┌──

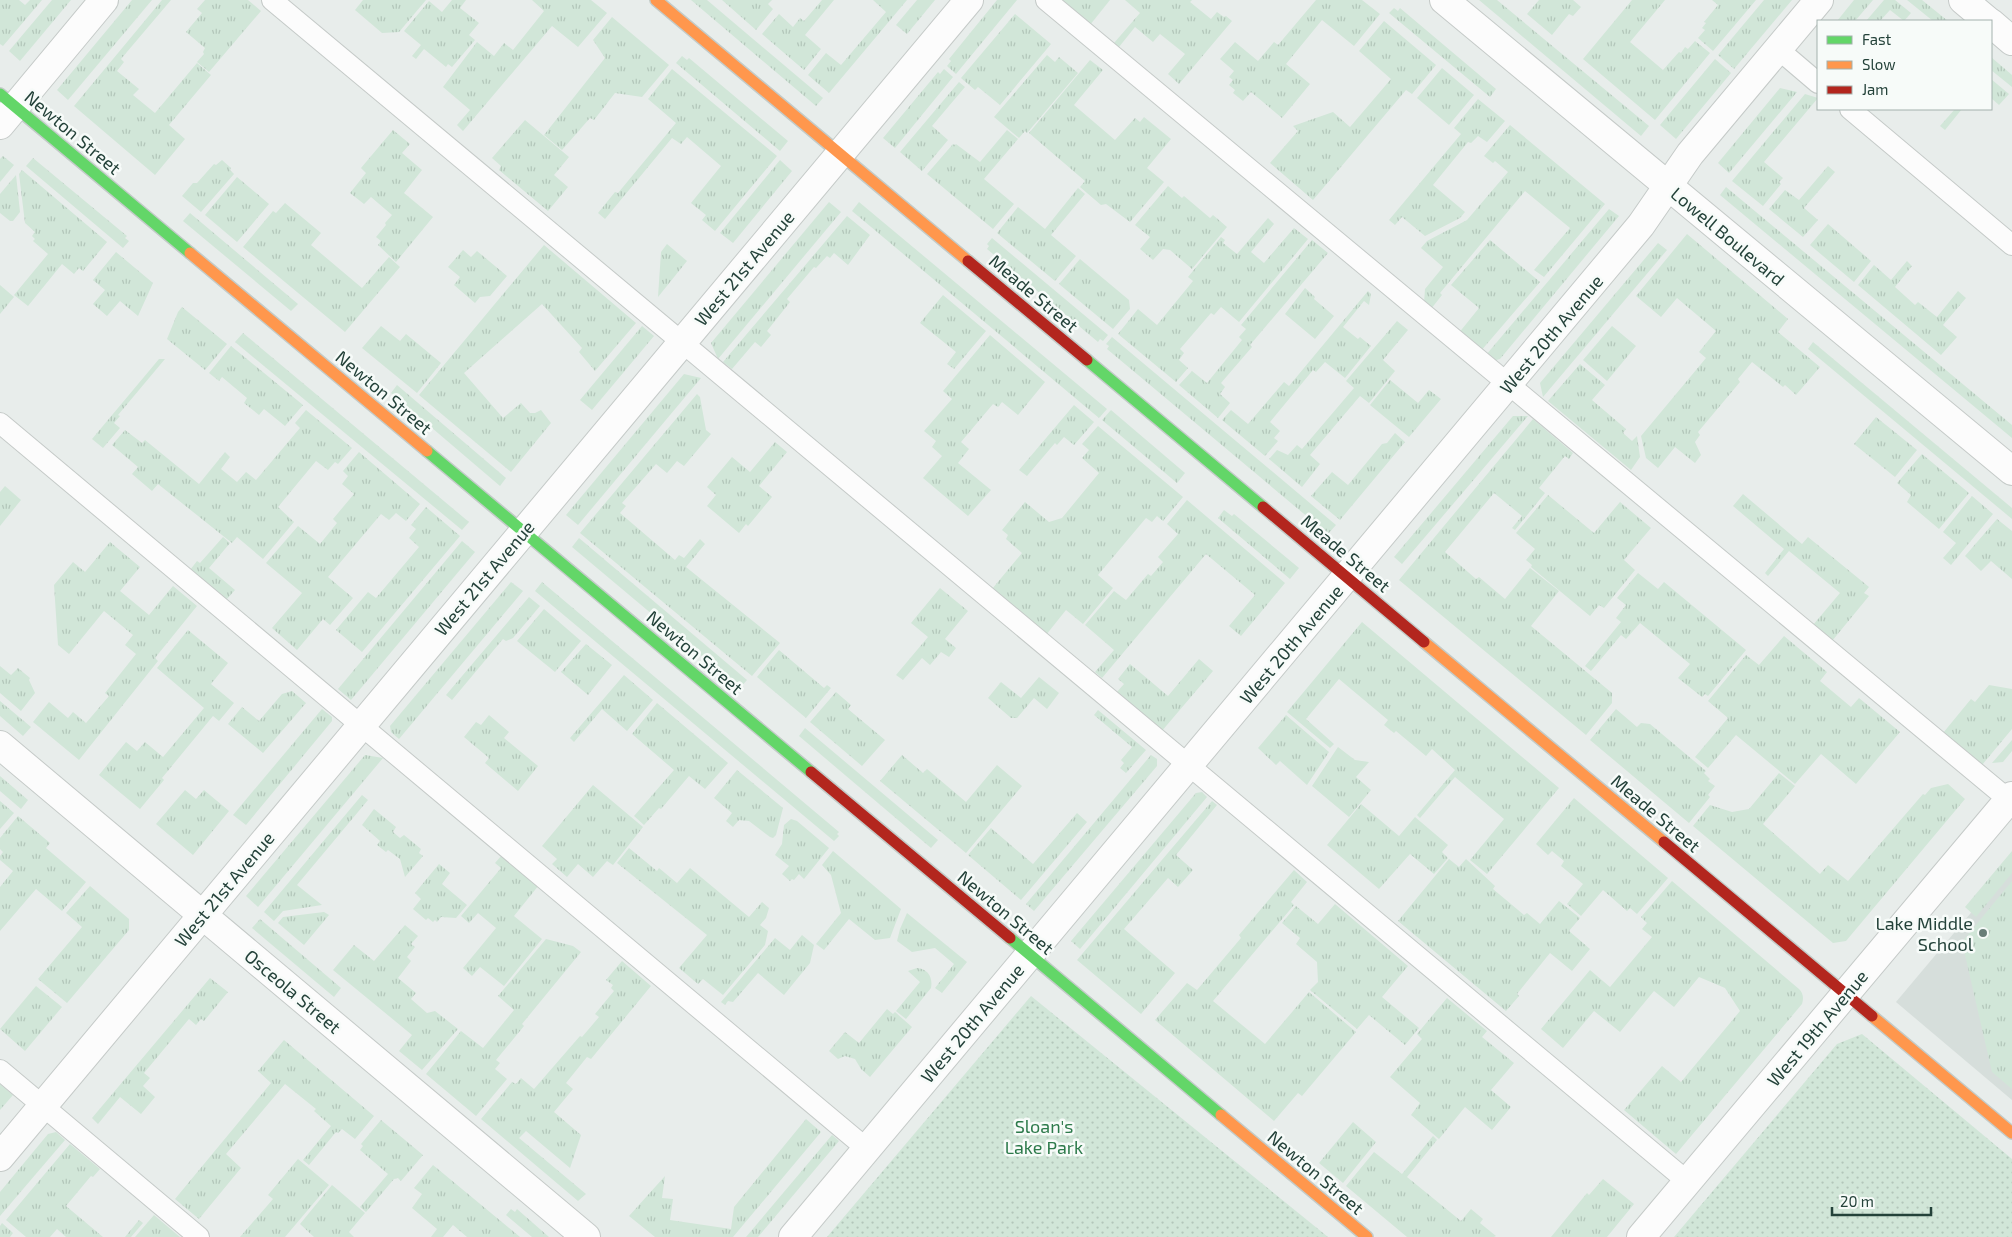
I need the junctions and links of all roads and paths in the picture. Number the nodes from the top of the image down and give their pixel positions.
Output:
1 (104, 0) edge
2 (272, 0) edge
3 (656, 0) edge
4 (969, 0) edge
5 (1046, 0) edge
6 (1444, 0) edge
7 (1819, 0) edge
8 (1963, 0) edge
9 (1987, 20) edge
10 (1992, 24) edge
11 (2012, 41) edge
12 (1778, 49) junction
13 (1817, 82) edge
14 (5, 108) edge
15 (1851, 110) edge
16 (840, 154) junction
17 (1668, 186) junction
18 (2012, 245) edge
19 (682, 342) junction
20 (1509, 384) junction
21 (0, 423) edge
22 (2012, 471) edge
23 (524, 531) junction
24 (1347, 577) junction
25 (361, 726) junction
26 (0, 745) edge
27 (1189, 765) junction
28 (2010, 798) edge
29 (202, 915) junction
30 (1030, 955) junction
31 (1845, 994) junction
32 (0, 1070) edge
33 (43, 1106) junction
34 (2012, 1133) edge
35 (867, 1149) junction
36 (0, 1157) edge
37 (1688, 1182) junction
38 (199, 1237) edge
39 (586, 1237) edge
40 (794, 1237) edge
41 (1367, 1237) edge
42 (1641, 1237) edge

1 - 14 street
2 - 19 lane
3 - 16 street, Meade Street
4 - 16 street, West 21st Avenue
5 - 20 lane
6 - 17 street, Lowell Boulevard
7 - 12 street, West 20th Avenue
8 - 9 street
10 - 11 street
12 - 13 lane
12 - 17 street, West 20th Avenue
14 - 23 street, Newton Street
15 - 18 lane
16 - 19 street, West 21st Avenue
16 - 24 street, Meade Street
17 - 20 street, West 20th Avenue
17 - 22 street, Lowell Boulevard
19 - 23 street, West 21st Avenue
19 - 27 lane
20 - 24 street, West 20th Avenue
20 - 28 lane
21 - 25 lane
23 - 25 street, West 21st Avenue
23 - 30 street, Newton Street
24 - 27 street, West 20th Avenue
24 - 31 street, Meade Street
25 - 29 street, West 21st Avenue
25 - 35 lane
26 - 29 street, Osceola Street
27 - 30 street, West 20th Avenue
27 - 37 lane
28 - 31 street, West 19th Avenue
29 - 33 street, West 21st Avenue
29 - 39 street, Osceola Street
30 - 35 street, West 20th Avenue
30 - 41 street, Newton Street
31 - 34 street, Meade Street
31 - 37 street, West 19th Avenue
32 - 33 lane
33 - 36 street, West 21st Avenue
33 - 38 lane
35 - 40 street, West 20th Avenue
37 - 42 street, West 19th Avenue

└──

*WHAT THIS TASK INVOLVES:* Return the material exactly as written, except for any pictures it holds.

*OUTPUT FOR THIS EXERCISE:*
I need the junctions and links of all roads and paths in the picture. Number the nodes from the top of the image down and give their pixel positions.
Output:
1 (104, 0) edge
2 (272, 0) edge
3 (656, 0) edge
4 (969, 0) edge
5 (1046, 0) edge
6 (1444, 0) edge
7 (1819, 0) edge
8 (1963, 0) edge
9 (1987, 20) edge
10 (1992, 24) edge
11 (2012, 41) edge
12 (1778, 49) junction
13 (1817, 82) edge
14 (5, 108) edge
15 (1851, 110) edge
16 (840, 154) junction
17 (1668, 186) junction
18 (2012, 245) edge
19 (682, 342) junction
20 (1509, 384) junction
21 (0, 423) edge
22 (2012, 471) edge
23 (524, 531) junction
24 (1347, 577) junction
25 (361, 726) junction
26 (0, 745) edge
27 (1189, 765) junction
28 (2010, 798) edge
29 (202, 915) junction
30 (1030, 955) junction
31 (1845, 994) junction
32 (0, 1070) edge
33 (43, 1106) junction
34 (2012, 1133) edge
35 (867, 1149) junction
36 (0, 1157) edge
37 (1688, 1182) junction
38 (199, 1237) edge
39 (586, 1237) edge
40 (794, 1237) edge
41 (1367, 1237) edge
42 (1641, 1237) edge

1 - 14 street
2 - 19 lane
3 - 16 street, Meade Street
4 - 16 street, West 21st Avenue
5 - 20 lane
6 - 17 street, Lowell Boulevard
7 - 12 street, West 20th Avenue
8 - 9 street
10 - 11 street
12 - 13 lane
12 - 17 street, West 20th Avenue
14 - 23 street, Newton Street
15 - 18 lane
16 - 19 street, West 21st Avenue
16 - 24 street, Meade Street
17 - 20 street, West 20th Avenue
17 - 22 street, Lowell Boulevard
19 - 23 street, West 21st Avenue
19 - 27 lane
20 - 24 street, West 20th Avenue
20 - 28 lane
21 - 25 lane
23 - 25 street, West 21st Avenue
23 - 30 street, Newton Street
24 - 27 street, West 20th Avenue
24 - 31 street, Meade Street
25 - 29 street, West 21st Avenue
25 - 35 lane
26 - 29 street, Osceola Street
27 - 30 street, West 20th Avenue
27 - 37 lane
28 - 31 street, West 19th Avenue
29 - 33 street, West 21st Avenue
29 - 39 street, Osceola Street
30 - 35 street, West 20th Avenue
30 - 41 street, Newton Street
31 - 34 street, Meade Street
31 - 37 street, West 19th Avenue
32 - 33 lane
33 - 36 street, West 21st Avenue
33 - 38 lane
35 - 40 street, West 20th Avenue
37 - 42 street, West 19th Avenue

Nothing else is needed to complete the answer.